Enhancement of antitumor effects of berberine chloride with a copper(II) complex against human triple negative breast cancer: In vitro studies

Abstract

In this study, the copper(II) complex [Cu(chromoneTSC)Cl₂]•0.5H₂O•0.0625C₂H₅OH (where chromoneTSC = (E)-N-Ethyl-2-((4-oxo-4H-chromen-3-yl)methylene)-hydrazinecarbothioamide) was synthesized and characterized; then used to carry out in vitro studies in combination with berberine chloride (BBC). The ligand and complex were characterized by elemental analysis, FTIR and NMR (¹H and ¹³C) spectroscopy, and conductivity measurements. The cytotoxic effect was analyzed by using the CCK-8 viability assay in cancer MDA-MB-231 VIM RFP and non-cancer MCF-10A cell lines.

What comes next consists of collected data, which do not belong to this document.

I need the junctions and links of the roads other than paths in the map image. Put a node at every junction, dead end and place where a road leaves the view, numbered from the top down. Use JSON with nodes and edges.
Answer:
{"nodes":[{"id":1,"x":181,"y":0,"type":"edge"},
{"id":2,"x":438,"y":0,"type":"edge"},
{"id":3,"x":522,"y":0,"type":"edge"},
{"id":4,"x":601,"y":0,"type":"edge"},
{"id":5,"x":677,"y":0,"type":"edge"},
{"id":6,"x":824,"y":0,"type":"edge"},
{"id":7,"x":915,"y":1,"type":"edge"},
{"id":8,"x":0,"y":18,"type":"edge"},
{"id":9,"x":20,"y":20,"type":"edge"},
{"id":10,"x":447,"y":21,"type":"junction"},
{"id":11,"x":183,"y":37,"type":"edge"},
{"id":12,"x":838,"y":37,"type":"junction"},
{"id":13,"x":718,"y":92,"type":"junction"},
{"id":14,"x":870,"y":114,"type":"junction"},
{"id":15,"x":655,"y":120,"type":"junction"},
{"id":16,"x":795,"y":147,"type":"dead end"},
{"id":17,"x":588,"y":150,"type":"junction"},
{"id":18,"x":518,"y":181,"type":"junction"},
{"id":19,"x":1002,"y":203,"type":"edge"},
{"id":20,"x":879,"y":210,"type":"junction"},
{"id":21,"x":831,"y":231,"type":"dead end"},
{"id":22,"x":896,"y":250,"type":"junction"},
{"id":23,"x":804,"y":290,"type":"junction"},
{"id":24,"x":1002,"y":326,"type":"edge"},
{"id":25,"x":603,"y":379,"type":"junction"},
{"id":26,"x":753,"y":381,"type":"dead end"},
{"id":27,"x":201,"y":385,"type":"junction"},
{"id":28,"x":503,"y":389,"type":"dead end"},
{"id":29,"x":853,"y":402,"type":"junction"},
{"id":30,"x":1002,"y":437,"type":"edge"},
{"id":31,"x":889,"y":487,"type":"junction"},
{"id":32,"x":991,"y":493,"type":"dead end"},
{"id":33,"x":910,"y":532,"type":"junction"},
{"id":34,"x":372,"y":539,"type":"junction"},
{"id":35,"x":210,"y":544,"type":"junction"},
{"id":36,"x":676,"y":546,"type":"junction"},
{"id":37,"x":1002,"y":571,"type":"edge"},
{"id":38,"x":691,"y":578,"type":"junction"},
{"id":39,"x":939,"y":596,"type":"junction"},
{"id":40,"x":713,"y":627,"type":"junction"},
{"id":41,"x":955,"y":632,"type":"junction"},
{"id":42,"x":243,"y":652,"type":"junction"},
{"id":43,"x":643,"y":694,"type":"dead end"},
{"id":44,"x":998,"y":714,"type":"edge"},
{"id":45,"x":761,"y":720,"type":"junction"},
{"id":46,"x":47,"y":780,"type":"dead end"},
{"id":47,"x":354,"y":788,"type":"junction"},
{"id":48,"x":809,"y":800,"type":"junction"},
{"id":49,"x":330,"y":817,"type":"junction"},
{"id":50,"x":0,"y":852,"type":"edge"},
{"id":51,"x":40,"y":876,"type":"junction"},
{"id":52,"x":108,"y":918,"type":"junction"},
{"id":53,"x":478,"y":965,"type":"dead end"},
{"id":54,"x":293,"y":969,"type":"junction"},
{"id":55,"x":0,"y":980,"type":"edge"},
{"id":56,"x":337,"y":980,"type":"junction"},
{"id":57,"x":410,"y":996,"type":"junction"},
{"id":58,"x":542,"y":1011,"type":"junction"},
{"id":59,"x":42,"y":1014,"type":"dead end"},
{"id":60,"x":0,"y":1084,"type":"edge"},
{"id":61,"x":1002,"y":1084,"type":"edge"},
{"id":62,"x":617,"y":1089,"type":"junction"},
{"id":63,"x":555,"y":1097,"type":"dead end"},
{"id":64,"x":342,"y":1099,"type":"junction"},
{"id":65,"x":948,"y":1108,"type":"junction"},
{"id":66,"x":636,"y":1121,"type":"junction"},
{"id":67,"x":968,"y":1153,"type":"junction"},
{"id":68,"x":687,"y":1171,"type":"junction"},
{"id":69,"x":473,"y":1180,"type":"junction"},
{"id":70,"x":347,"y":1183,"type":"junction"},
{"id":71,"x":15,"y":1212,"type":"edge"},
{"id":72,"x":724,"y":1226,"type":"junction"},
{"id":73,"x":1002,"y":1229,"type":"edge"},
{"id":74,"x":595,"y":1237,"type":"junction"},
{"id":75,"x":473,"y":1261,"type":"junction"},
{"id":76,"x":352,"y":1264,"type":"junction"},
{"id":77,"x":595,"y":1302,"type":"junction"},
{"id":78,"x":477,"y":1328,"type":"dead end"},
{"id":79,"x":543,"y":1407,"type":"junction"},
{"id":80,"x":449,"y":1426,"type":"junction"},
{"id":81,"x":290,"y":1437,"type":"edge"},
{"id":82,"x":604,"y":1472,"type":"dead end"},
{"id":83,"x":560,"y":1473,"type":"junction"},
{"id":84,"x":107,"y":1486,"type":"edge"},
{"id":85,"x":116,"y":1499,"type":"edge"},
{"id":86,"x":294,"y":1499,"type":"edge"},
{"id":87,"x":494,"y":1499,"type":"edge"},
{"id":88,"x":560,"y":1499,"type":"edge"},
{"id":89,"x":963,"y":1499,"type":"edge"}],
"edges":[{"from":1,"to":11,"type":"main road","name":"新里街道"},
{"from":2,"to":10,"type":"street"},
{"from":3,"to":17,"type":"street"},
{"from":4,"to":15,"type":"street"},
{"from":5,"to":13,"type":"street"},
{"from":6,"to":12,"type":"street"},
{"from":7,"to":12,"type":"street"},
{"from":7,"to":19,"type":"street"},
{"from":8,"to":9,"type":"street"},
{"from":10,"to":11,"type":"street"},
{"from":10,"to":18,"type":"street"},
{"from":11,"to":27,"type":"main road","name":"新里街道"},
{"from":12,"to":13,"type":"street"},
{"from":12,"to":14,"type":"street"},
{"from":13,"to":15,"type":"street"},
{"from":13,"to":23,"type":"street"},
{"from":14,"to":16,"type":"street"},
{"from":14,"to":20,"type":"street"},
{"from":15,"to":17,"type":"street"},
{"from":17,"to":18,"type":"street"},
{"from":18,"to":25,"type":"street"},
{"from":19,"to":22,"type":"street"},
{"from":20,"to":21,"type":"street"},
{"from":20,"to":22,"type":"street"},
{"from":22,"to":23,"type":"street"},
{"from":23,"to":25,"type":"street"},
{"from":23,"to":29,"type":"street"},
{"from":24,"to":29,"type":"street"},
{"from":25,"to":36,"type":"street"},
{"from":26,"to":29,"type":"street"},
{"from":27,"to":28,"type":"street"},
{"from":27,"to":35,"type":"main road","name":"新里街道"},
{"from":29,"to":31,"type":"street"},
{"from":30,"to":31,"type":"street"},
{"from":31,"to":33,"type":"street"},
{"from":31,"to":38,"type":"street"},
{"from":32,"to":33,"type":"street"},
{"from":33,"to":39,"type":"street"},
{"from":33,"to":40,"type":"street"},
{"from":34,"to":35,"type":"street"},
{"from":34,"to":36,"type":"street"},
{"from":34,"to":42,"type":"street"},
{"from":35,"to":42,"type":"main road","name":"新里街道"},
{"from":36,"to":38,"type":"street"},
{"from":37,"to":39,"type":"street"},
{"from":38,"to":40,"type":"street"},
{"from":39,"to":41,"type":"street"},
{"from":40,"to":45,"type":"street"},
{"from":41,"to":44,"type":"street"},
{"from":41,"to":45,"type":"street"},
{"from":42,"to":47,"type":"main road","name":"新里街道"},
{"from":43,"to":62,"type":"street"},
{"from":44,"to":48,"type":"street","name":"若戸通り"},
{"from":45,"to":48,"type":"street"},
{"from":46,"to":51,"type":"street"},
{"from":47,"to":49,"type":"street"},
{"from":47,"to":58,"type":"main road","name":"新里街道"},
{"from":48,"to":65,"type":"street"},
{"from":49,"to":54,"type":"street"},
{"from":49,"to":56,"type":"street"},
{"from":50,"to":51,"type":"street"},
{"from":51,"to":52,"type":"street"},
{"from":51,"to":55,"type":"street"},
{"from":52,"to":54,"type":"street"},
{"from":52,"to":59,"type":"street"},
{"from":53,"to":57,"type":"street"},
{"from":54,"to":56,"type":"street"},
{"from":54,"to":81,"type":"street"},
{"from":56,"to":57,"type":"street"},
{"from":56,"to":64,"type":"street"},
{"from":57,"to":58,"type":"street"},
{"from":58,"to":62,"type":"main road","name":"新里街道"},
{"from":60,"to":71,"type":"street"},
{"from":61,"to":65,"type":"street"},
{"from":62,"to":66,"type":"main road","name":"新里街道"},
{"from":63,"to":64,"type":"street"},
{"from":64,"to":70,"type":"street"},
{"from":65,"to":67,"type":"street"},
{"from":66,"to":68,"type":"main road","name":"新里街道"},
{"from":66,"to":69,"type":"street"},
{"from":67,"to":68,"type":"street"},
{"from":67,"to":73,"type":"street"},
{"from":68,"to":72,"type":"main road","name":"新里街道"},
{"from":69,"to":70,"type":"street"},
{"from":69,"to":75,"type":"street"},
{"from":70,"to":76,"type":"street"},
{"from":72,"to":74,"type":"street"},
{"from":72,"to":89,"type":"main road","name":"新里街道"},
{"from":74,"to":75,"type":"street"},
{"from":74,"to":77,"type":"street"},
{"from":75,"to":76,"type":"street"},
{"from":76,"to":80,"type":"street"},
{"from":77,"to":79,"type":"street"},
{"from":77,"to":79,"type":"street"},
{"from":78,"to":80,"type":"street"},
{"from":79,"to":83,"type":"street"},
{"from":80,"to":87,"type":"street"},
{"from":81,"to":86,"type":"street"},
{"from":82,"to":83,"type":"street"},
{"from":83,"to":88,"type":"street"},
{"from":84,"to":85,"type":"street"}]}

The IC₅₀ values for the complex and BBC were 21.2 ± 1.6 and 48.3 ± 2.4 μM, respectively at 24 h incubation, while the IC₅₀ value of the combination treatment was 9.3 ± 1.5 in cancer cells. The co-treatment group significantly increased the number of cells in G2 phase, indicating the growth arrest of cancer cells. Moreover, the combination group showed induction of both intrinsic and extrinsic apoptotic pathways. There was also a study on the effect of the combination treatment on receptor-interacting serine/threonine-protein kinase 3 (RIPK3) and mixed lineage kinase domain-like pseudokinase (MLKL) as biomarkers of necroptosis. The results showed activation of necroptosis after treatment with the combination of the copper complex and BBC via the activation of RIPK3–MLKL pathway.